Material supplied.

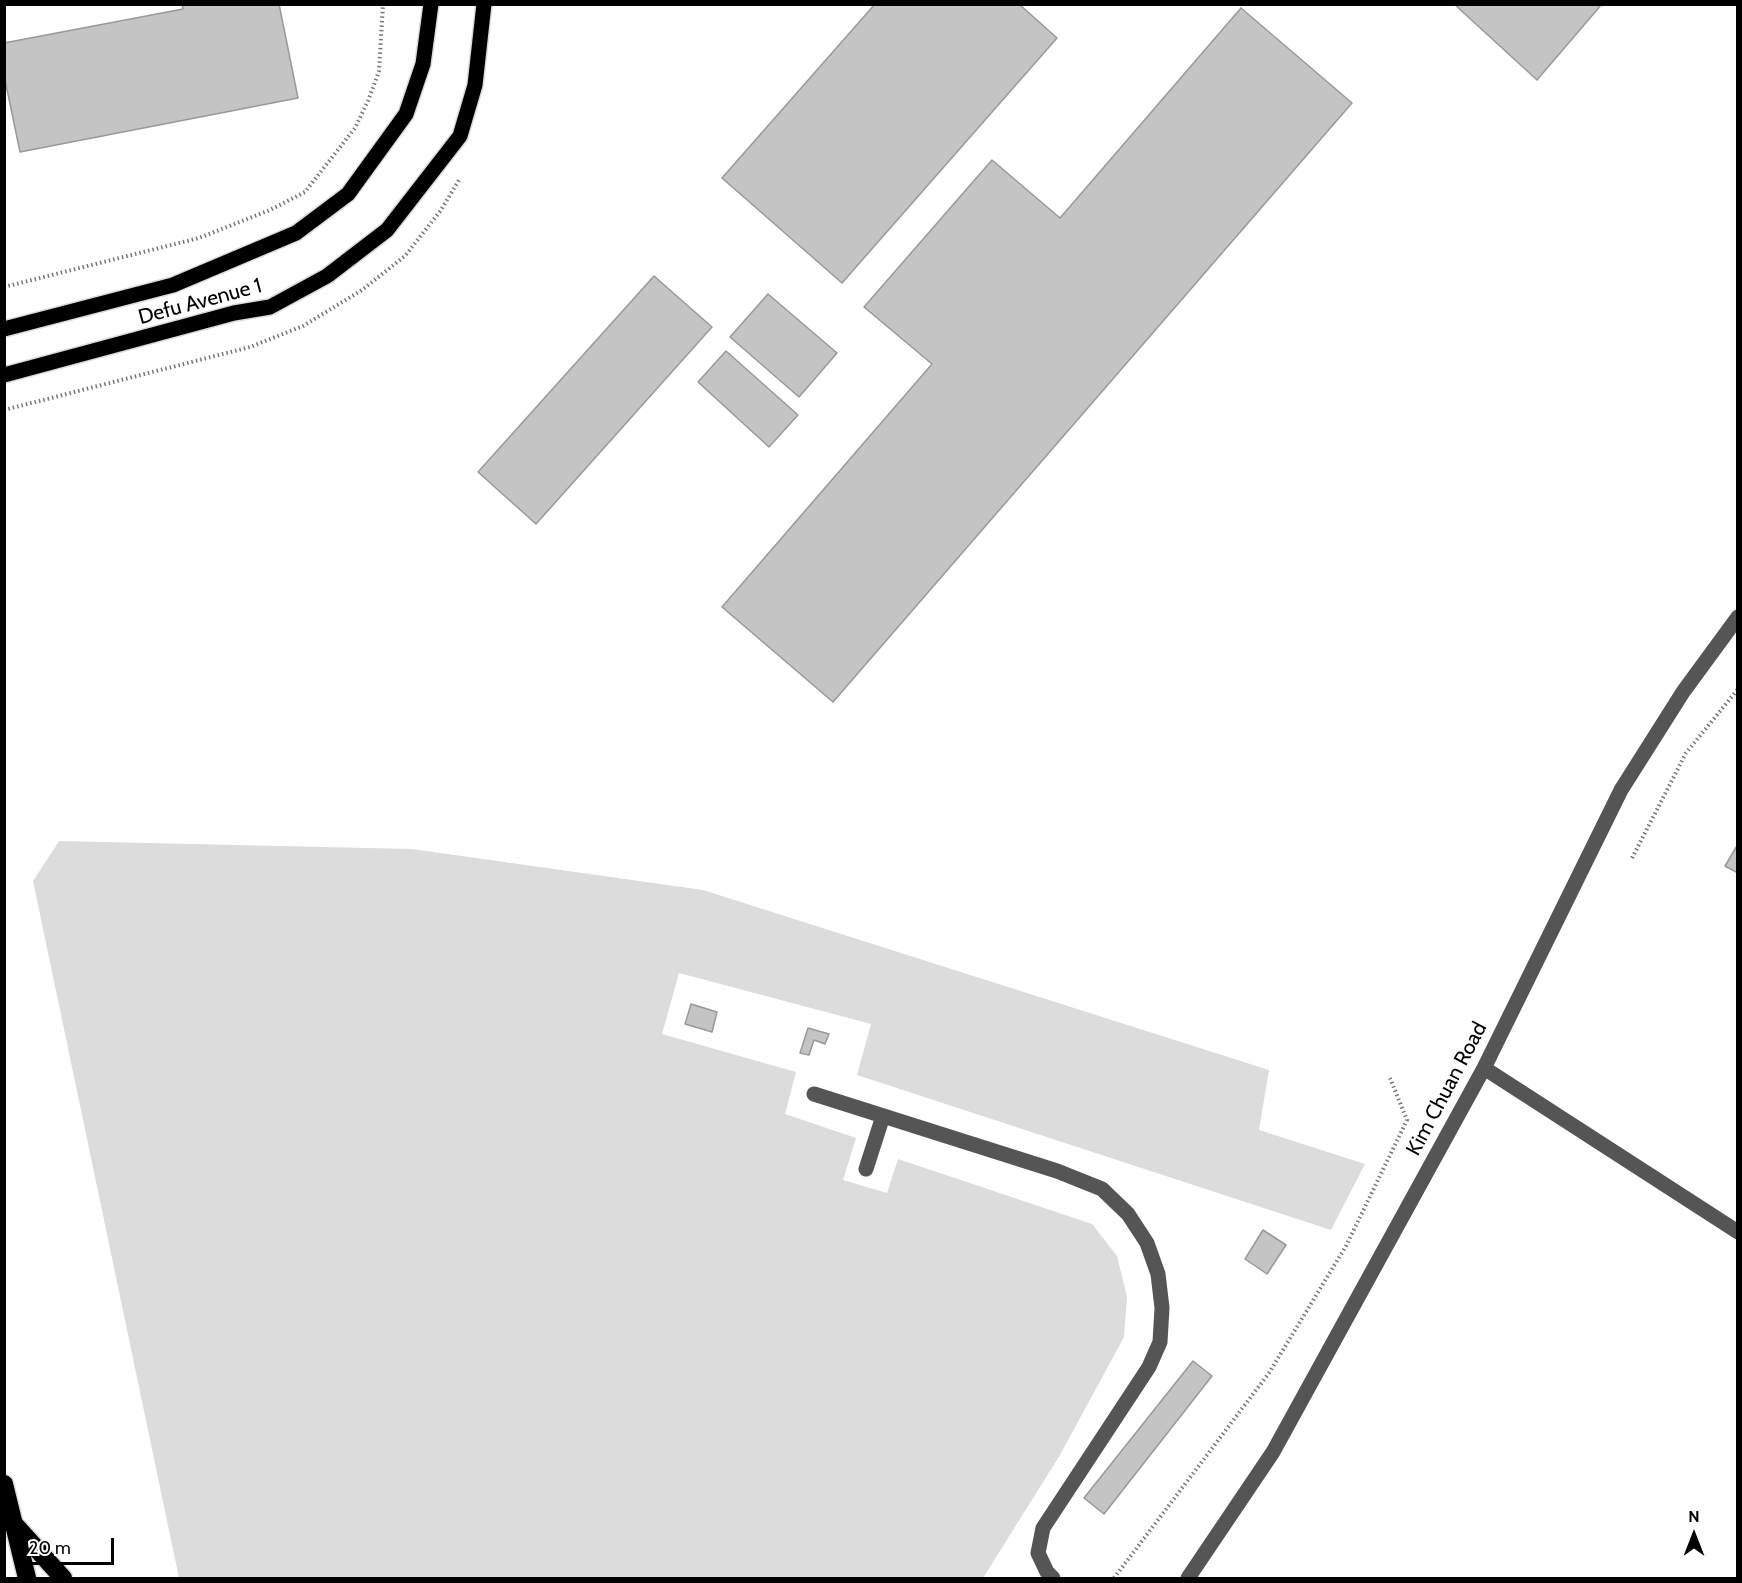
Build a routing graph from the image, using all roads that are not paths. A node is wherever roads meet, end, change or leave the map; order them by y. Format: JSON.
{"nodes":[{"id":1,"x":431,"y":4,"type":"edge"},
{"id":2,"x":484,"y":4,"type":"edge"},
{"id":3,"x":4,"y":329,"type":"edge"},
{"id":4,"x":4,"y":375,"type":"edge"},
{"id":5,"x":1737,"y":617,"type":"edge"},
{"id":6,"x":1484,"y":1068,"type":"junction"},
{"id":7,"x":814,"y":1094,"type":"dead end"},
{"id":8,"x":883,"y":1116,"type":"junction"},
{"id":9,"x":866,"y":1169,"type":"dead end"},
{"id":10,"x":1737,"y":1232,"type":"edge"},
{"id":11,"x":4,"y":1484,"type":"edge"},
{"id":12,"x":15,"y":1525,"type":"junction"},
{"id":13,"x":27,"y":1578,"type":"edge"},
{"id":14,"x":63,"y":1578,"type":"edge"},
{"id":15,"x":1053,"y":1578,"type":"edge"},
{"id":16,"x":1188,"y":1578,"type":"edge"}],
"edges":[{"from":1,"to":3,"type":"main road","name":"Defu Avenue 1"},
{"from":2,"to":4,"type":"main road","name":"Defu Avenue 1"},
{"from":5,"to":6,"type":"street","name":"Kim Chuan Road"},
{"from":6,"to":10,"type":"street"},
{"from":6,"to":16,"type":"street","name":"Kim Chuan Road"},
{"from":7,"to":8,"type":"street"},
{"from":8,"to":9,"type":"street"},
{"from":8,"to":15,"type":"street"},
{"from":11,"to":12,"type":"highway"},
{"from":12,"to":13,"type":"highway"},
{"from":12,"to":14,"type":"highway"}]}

Instructions to follow. Go through the listing above line by line and say how many lines hold the word "Chuan". Reply with that number only.

Exercise result. 2